# Isn't the 'slit' in a double-slit experiment also a wave?

I'm new to QM so excuse my naivety. I was watching an online MIT QM course that described the double-slit experiment (with electrons) when it occurred to me that I have a question. In the video, the lecturer just drew a picture of a solid wall with two slits and then showed pictures of the interference patterns generated by shooting a single electron at the slits. Fine enough, the electron interferes itself, which is beautifully explained by the wave function.

However, aren't the atoms in the wall with the slits also described by a wave function? I mean, can we even meaningfully draw a picture of a 'slit' if it is roughly at the scale of an electron? Aren't we supposed to be dealing with a wave function there too? Looks to me the wall with the slits is treated as a 'classical' object (you can touch it, feel it, smell it) while electron is treated as a quantum object. But that simply cannot be the case.

Question: how does the wave function that describes the atoms around the slit 'know' to interact with the wave function of the electron? Does it collapse? The reason I ask this is because when the electron does not make it through the slit, it must have collided with one of the atoms: but wouldn't collision imply that two particles were at the same place at the same time? Doesn't that require wave function collapse? I'm confused ...

• Very perceptive, Lajos. Have you ever heard of the optical Fourier transform? Jul 19, 2015 at 8:02
• Very nice conclusion. In this answer I told the same and give a different answer about why we see intensity distributions behind edges. Jul 19, 2015 at 8:46
• The collision you talk about between a "slit electron" and your probe electron would be an exchange of virtual photons (the messenger particles of the EM force), causing the scattering.
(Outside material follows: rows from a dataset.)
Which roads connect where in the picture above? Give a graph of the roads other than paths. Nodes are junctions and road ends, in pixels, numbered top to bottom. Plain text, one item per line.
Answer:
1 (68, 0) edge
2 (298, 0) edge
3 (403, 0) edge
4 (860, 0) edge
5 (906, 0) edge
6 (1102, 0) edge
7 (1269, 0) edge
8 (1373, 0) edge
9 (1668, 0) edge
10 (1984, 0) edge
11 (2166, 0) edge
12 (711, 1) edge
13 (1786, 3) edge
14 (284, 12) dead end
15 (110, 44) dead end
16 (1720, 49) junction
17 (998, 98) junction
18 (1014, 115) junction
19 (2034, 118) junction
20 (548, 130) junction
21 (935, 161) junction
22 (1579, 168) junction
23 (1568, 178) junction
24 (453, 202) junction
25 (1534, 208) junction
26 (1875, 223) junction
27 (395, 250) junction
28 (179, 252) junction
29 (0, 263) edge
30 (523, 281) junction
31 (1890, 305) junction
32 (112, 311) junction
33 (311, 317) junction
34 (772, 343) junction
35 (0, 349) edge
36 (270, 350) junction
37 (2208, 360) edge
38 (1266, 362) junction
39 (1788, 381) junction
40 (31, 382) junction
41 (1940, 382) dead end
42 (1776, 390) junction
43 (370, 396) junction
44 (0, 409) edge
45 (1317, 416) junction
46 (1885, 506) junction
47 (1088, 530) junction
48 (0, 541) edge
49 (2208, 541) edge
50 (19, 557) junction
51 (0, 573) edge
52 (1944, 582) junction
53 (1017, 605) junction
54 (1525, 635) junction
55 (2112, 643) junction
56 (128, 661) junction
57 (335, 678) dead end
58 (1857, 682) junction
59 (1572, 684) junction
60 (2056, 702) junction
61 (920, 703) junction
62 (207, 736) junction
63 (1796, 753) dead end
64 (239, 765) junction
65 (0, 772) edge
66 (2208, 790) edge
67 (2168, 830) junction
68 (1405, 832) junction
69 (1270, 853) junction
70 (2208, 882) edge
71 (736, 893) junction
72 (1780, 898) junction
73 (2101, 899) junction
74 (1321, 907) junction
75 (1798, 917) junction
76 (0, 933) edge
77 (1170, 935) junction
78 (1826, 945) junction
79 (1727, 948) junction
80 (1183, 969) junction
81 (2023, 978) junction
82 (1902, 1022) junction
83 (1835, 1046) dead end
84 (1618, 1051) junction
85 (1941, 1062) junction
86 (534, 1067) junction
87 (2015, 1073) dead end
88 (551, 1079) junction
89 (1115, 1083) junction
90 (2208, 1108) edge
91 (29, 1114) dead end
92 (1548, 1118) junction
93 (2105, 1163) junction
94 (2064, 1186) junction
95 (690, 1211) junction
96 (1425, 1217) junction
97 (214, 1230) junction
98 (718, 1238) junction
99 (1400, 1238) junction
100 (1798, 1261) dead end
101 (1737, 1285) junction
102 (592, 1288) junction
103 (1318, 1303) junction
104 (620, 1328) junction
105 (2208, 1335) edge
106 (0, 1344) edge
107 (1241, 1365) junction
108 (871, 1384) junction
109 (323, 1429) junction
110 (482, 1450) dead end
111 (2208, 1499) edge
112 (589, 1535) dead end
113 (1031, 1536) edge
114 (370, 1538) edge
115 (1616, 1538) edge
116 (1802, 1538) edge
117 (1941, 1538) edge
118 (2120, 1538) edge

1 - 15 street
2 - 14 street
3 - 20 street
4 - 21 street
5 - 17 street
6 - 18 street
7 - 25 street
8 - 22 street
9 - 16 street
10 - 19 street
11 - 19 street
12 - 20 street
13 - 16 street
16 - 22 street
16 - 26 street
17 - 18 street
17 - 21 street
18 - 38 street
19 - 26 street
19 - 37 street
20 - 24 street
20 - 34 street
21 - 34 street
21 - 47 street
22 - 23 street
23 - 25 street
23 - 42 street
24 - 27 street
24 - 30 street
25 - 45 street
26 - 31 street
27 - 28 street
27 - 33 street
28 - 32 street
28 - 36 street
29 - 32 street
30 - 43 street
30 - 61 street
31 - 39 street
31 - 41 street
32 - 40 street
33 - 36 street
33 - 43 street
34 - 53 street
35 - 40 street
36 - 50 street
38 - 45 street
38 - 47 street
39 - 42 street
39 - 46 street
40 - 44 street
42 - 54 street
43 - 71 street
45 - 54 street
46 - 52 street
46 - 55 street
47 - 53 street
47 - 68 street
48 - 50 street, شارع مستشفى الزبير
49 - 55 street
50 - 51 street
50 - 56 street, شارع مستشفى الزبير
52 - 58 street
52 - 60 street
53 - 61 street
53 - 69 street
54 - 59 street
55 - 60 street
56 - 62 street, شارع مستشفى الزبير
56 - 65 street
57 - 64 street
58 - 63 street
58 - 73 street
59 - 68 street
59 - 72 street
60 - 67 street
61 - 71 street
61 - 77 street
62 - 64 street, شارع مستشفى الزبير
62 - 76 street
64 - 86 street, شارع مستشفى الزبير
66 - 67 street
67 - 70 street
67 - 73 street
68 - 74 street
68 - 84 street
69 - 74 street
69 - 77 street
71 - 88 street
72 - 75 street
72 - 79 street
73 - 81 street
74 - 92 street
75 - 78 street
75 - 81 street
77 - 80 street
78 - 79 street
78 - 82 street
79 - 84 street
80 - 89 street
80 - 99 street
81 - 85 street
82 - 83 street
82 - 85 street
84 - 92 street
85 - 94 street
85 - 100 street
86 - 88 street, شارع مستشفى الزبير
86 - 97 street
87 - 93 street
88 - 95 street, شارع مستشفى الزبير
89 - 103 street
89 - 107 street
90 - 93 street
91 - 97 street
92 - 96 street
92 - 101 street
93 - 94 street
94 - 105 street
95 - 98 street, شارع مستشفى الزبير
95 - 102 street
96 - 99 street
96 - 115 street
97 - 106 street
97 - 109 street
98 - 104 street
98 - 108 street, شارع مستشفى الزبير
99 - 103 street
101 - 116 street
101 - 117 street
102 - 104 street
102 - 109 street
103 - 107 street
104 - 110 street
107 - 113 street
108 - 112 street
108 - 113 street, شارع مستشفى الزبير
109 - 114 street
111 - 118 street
Electrons don't really collide classically (same place at the same time) just like you conclude. Jul 19, 2015 at 8:58
• Very similar to your point of view is my answer here physics.stackexchange.com/questions/234527/… Sep 15, 2016 at 18:25

To get a wave function one has to solve the quantum mechanical equation for the boundary conditions of the experiment:"electron impinging on two slits". In the usual description one is using approximations : the incoming electron is a plane wave, the effective potential of the electrons in the matter of the slits is high. Then the distance between slits and the width of the slits is chosen commensurate to the de Broglie wavelength of the incoming electron, so that the $\Delta x \Delta p \geq \hbar/2$ limit is binding and the quantum mechanical nature of the problem is apparent.

Question: how does the wave function that describes the atoms around the slit 'know' to interact with the wave function of the electron?

An effective potential approximates the collective behavior of the atoms around the slit.

Does it collapse?

Collapse is a bad terminology for interaction. The electron scatters off the collective potential of the atoms' electric field.

The reason I ask this is because when the electron does not make it through the slit, it must have collided with one of the atoms: but wouldn't collision imply that two particles were at the same place at the same time?

Do nor forget this is quantum mechanics. There exists a probability for the electron to scatter off or be absorbed by the atoms composing the slit. When the dimensions are chosen correctly, i.e. electron momentum, slit distances and width of slits, then the probability of going through is high and the interference pattern will be seen.

Doesn't that require wave function collapse?

Every measurements contributes to build the probability distribution for the problem at hand, i.e. the interference pattern is the complex conjugate square of the wavefunction for this set up . Each electron contributes a point on this distribution, showing how it interacted with the topology of the problem. The wavefunction is a general wavefunction for the setup and each electron gives one point by interacting with the recording screen. That is when the wave function "collapses" (I dislike the term, the wave function is not a balloon).

Just extending Anna's answer.

In order to observe the interference pattern which your probing electron(s) make, its associated de Broglie wavelength has to be several tens of nanometers at least. The wavelength of the electrons consisting the wall is approximately the distance between the atoms of the wall which is at least a few orders of magnitude lower than the wavelength of the probing electron, so they may be approximated as a solid, sharp-edged classical wall. Furthermore, their wavefunction oscillations are much faster and on average they can lower the coherence of the probing electron wavefunction only a bit.

Also, notice that the electrons of the wall exhibit a collective behavior as well, described in Solid state physics (see Bloch wave, Electronic band structure...) where their wavefunctions are smeared over the entire wall material, i.e. they are not so localized as you mention. Neither the probing electron may be localized well, since one has to well define its momentum/wavelength to observe its interference. The point is that you can't tell that a particular electron in the lattice was influenced by the scattered electron $-$ it's one against many.

Yes, to the notion that it is really interactions between charged particles with quantum natures. The "walls" of the slit are really the outer electrons of the surface atoms of the substance that are either covalently or metallically bonded to each other. Those bound electrons form a potential surface that is not exactly square, but when viewed from the perspective of energies of the electrons impinging on them would be close to a "square channel". The mass of the "walls" is so much higher than the mass of electrons that the walls can be considered fixed. the I wouldn't think of the wave function "collapsing" so much as being smoothly deformed.

Furthermore, the "real" situation is probably much more complex at the boundary. Since the potential is not infinite, there will be penetration into the "wall" and even absorption for some of the electrons, but they will also be re-emitted, possibly after traveling a distance along the length of the slit. It is rather amazing that such a simple model of this more complex process can yield such a high-fidelity answer. Almost as amazing as the quantum mechanical phenomena that are predicted. Might be fun to model different potentials applied to the slit material.

Yes, it is important to take in attention the surface electrons from edges. Electrons, shoot far enough to the edge, as well as photons, interact with their electric field with the electric field of the surface electrons. The difference is, tha the first intensity fringe from electrons makes the real shadow wider. In case of photons the first fringe makes the real shadow smaller than the geometrical shadow.

If recognize, that the common field is quantized, it is easy to explain, why single electrons (or photons) in interaction with a single edge over time produces intensity distribution.